[Dataset entries]
[Start of Attachment]

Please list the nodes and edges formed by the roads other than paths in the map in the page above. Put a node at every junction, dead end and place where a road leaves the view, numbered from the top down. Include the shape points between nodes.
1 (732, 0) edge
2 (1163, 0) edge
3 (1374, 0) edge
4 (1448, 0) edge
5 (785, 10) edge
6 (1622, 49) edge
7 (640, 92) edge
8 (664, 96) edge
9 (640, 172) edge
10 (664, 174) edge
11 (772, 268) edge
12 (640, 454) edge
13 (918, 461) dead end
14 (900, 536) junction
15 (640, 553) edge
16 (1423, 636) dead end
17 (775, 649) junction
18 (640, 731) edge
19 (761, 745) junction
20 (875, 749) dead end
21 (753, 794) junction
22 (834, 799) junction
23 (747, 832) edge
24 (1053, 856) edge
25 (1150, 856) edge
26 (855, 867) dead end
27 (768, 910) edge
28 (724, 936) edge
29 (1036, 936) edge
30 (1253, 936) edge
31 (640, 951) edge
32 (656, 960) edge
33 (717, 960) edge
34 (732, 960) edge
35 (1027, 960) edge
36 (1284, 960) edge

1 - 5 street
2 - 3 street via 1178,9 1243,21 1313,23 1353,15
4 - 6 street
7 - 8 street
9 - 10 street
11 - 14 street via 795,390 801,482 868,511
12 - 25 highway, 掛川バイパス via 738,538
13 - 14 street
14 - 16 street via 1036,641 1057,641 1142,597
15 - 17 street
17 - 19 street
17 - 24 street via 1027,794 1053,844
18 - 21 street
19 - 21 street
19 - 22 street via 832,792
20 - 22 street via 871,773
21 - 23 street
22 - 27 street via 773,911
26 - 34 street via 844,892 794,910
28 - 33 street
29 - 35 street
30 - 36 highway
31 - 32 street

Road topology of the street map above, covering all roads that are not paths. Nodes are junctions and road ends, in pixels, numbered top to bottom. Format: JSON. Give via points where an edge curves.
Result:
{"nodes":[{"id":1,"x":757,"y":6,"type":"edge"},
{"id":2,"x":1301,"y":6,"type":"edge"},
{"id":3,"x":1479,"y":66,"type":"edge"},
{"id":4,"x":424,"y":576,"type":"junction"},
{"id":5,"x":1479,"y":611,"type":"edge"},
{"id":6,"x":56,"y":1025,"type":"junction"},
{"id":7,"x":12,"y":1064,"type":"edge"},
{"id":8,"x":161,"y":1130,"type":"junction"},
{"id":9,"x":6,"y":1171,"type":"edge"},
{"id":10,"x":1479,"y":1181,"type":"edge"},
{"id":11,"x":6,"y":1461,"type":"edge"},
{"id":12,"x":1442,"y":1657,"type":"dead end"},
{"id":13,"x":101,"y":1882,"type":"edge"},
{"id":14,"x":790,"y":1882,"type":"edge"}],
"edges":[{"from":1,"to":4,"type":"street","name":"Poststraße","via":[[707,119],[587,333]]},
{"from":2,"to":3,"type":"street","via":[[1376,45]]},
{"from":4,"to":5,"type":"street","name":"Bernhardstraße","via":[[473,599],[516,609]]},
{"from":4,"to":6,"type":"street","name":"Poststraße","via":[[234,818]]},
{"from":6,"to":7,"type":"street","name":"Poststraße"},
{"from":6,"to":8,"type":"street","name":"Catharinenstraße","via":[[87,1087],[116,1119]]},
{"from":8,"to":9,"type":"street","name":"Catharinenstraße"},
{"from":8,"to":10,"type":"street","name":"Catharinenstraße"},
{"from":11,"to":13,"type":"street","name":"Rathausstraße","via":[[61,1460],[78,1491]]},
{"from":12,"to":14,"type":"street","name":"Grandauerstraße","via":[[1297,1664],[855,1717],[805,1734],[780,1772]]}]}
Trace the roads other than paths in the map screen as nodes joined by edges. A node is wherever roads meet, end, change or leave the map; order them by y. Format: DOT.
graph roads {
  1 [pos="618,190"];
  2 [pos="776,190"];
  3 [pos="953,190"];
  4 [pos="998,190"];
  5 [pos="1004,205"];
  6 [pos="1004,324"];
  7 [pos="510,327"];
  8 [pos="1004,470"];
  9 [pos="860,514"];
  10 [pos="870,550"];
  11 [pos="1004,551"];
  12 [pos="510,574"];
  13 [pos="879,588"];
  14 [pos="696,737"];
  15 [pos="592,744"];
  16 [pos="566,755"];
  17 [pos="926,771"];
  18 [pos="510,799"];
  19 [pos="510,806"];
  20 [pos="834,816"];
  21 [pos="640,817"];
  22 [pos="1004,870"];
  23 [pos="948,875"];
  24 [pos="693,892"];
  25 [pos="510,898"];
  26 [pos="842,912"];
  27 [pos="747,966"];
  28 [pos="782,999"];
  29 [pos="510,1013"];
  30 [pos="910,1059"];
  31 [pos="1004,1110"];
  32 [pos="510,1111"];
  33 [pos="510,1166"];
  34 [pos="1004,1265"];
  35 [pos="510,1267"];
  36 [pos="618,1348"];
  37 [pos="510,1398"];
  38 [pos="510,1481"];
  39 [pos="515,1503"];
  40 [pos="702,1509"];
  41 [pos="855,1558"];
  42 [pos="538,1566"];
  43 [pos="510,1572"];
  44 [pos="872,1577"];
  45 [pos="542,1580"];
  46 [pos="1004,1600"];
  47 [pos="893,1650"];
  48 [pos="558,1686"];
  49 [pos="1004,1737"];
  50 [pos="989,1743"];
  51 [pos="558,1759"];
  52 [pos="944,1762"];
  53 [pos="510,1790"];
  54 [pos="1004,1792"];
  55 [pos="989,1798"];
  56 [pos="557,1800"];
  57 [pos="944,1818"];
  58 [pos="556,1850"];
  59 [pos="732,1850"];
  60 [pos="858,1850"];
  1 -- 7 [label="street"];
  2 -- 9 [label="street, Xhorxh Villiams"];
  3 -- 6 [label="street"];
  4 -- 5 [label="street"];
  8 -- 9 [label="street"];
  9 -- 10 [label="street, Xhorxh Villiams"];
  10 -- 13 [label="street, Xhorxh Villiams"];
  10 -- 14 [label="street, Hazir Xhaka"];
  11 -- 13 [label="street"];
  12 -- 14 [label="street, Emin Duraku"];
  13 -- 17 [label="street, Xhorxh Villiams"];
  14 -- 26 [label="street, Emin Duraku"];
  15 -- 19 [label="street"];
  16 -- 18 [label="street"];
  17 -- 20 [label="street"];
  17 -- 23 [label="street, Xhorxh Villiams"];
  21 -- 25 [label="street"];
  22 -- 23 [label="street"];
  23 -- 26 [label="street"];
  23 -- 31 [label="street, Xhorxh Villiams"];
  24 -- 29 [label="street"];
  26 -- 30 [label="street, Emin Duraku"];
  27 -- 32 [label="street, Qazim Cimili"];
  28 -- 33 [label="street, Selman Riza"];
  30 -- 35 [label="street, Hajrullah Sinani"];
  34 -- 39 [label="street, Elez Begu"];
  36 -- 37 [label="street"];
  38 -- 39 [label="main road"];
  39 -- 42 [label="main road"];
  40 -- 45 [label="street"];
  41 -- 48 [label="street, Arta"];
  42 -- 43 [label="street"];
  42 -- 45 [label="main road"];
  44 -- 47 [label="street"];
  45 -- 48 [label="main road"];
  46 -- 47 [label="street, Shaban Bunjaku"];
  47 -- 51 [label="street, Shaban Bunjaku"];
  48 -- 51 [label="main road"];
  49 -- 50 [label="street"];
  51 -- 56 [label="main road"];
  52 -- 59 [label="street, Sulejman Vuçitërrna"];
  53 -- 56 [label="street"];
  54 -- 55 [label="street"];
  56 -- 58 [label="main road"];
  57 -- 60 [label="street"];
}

[End of Attachment]

About this task
Every line of the data is to be printed again exactly.

Output
Please list the nodes and edges formed by the roads other than paths in the map in the page above. Put a node at every junction, dead end and place where a road leaves the view, numbered from the top down. Include the shape points between nodes.
1 (732, 0) edge
2 (1163, 0) edge
3 (1374, 0) edge
4 (1448, 0) edge
5 (785, 10) edge
6 (1622, 49) edge
7 (640, 92) edge
8 (664, 96) edge
9 (640, 172) edge
10 (664, 174) edge
11 (772, 268) edge
12 (640, 454) edge
13 (918, 461) dead end
14 (900, 536) junction
15 (640, 553) edge
16 (1423, 636) dead end
17 (775, 649) junction
18 (640, 731) edge
19 (761, 745) junction
20 (875, 749) dead end
21 (753, 794) junction
22 (834, 799) junction
23 (747, 832) edge
24 (1053, 856) edge
25 (1150, 856) edge
26 (855, 867) dead end
27 (768, 910) edge
28 (724, 936) edge
29 (1036, 936) edge
30 (1253, 936) edge
31 (640, 951) edge
32 (656, 960) edge
33 (717, 960) edge
34 (732, 960) edge
35 (1027, 960) edge
36 (1284, 960) edge

1 - 5 street
2 - 3 street via 1178,9 1243,21 1313,23 1353,15
4 - 6 street
7 - 8 street
9 - 10 street
11 - 14 street via 795,390 801,482 868,511
12 - 25 highway, 掛川バイパス via 738,538
13 - 14 street
14 - 16 street via 1036,641 1057,641 1142,597
15 - 17 street
17 - 19 street
17 - 24 street via 1027,794 1053,844
18 - 21 street
19 - 21 street
19 - 22 street via 832,792
20 - 22 street via 871,773
21 - 23 street
22 - 27 street via 773,911
26 - 34 street via 844,892 794,910
28 - 33 street
29 - 35 street
30 - 36 highway
31 - 32 street

Road topology of the street map above, covering all roads that are not paths. Nodes are junctions and road ends, in pixels, numbered top to bottom. Format: JSON. Give via points where an edge curves.
Result:
{"nodes":[{"id":1,"x":757,"y":6,"type":"edge"},
{"id":2,"x":1301,"y":6,"type":"edge"},
{"id":3,"x":1479,"y":66,"type":"edge"},
{"id":4,"x":424,"y":576,"type":"junction"},
{"id":5,"x":1479,"y":611,"type":"edge"},
{"id":6,"x":56,"y":1025,"type":"junction"},
{"id":7,"x":12,"y":1064,"type":"edge"},
{"id":8,"x":161,"y":1130,"type":"junction"},
{"id":9,"x":6,"y":1171,"type":"edge"},
{"id":10,"x":1479,"y":1181,"type":"edge"},
{"id":11,"x":6,"y":1461,"type":"edge"},
{"id":12,"x":1442,"y":1657,"type":"dead end"},
{"id":13,"x":101,"y":1882,"type":"edge"},
{"id":14,"x":790,"y":1882,"type":"edge"}],
"edges":[{"from":1,"to":4,"type":"street","name":"Poststraße","via":[[707,119],[587,333]]},
{"from":2,"to":3,"type":"street","via":[[1376,45]]},
{"from":4,"to":5,"type":"street","name":"Bernhardstraße","via":[[473,599],[516,609]]},
{"from":4,"to":6,"type":"street","name":"Poststraße","via":[[234,818]]},
{"from":6,"to":7,"type":"street","name":"Poststraße"},
{"from":6,"to":8,"type":"street","name":"Catharinenstraße","via":[[87,1087],[116,1119]]},
{"from":8,"to":9,"type":"street","name":"Catharinenstraße"},
{"from":8,"to":10,"type":"street","name":"Catharinenstraße"},
{"from":11,"to":13,"type":"street","name":"Rathausstraße","via":[[61,1460],[78,1491]]},
{"from":12,"to":14,"type":"street","name":"Grandauerstraße","via":[[1297,1664],[855,1717],[805,1734],[780,1772]]}]}
Trace the roads other than paths in the map screen as nodes joined by edges. A node is wherever roads meet, end, change or leave the map; order them by y. Format: DOT.
graph roads {
  1 [pos="618,190"];
  2 [pos="776,190"];
  3 [pos="953,190"];
  4 [pos="998,190"];
  5 [pos="1004,205"];
  6 [pos="1004,324"];
  7 [pos="510,327"];
  8 [pos="1004,470"];
  9 [pos="860,514"];
  10 [pos="870,550"];
  11 [pos="1004,551"];
  12 [pos="510,574"];
  13 [pos="879,588"];
  14 [pos="696,737"];
  15 [pos="592,744"];
  16 [pos="566,755"];
  17 [pos="926,771"];
  18 [pos="510,799"];
  19 [pos="510,806"];
  20 [pos="834,816"];
  21 [pos="640,817"];
  22 [pos="1004,870"];
  23 [pos="948,875"];
  24 [pos="693,892"];
  25 [pos="510,898"];
  26 [pos="842,912"];
  27 [pos="747,966"];
  28 [pos="782,999"];
  29 [pos="510,1013"];
  30 [pos="910,1059"];
  31 [pos="1004,1110"];
  32 [pos="510,1111"];
  33 [pos="510,1166"];
  34 [pos="1004,1265"];
  35 [pos="510,1267"];
  36 [pos="618,1348"];
  37 [pos="510,1398"];
  38 [pos="510,1481"];
  39 [pos="515,1503"];
  40 [pos="702,1509"];
  41 [pos="855,1558"];
  42 [pos="538,1566"];
  43 [pos="510,1572"];
  44 [pos="872,1577"];
  45 [pos="542,1580"];
  46 [pos="1004,1600"];
  47 [pos="893,1650"];
  48 [pos="558,1686"];
  49 [pos="1004,1737"];
  50 [pos="989,1743"];
  51 [pos="558,1759"];
  52 [pos="944,1762"];
  53 [pos="510,1790"];
  54 [pos="1004,1792"];
  55 [pos="989,1798"];
  56 [pos="557,1800"];
  57 [pos="944,1818"];
  58 [pos="556,1850"];
  59 [pos="732,1850"];
  60 [pos="858,1850"];
  1 -- 7 [label="street"];
  2 -- 9 [label="street, Xhorxh Villiams"];
  3 -- 6 [label="street"];
  4 -- 5 [label="street"];
  8 -- 9 [label="street"];
  9 -- 10 [label="street, Xhorxh Villiams"];
  10 -- 13 [label="street, Xhorxh Villiams"];
  10 -- 14 [label="street, Hazir Xhaka"];
  11 -- 13 [label="street"];
  12 -- 14 [label="street, Emin Duraku"];
  13 -- 17 [label="street, Xhorxh Villiams"];
  14 -- 26 [label="street, Emin Duraku"];
  15 -- 19 [label="street"];
  16 -- 18 [label="street"];
  17 -- 20 [label="street"];
  17 -- 23 [label="street, Xhorxh Villiams"];
  21 -- 25 [label="street"];
  22 -- 23 [label="street"];
  23 -- 26 [label="street"];
  23 -- 31 [label="street, Xhorxh Villiams"];
  24 -- 29 [label="street"];
  26 -- 30 [label="street, Emin Duraku"];
  27 -- 32 [label="street, Qazim Cimili"];
  28 -- 33 [label="street, Selman Riza"];
  30 -- 35 [label="street, Hajrullah Sinani"];
  34 -- 39 [label="street, Elez Begu"];
  36 -- 37 [label="street"];
  38 -- 39 [label="main road"];
  39 -- 42 [label="main road"];
  40 -- 45 [label="street"];
  41 -- 48 [label="street, Arta"];
  42 -- 43 [label="street"];
  42 -- 45 [label="main road"];
  44 -- 47 [label="street"];
  45 -- 48 [label="main road"];
  46 -- 47 [label="street, Shaban Bunjaku"];
  47 -- 51 [label="street, Shaban Bunjaku"];
  48 -- 51 [label="main road"];
  49 -- 50 [label="street"];
  51 -- 56 [label="main road"];
  52 -- 59 [label="street, Sulejman Vuçitërrna"];
  53 -- 56 [label="street"];
  54 -- 55 [label="street"];
  56 -- 58 [label="main road"];
  57 -- 60 [label="street"];
}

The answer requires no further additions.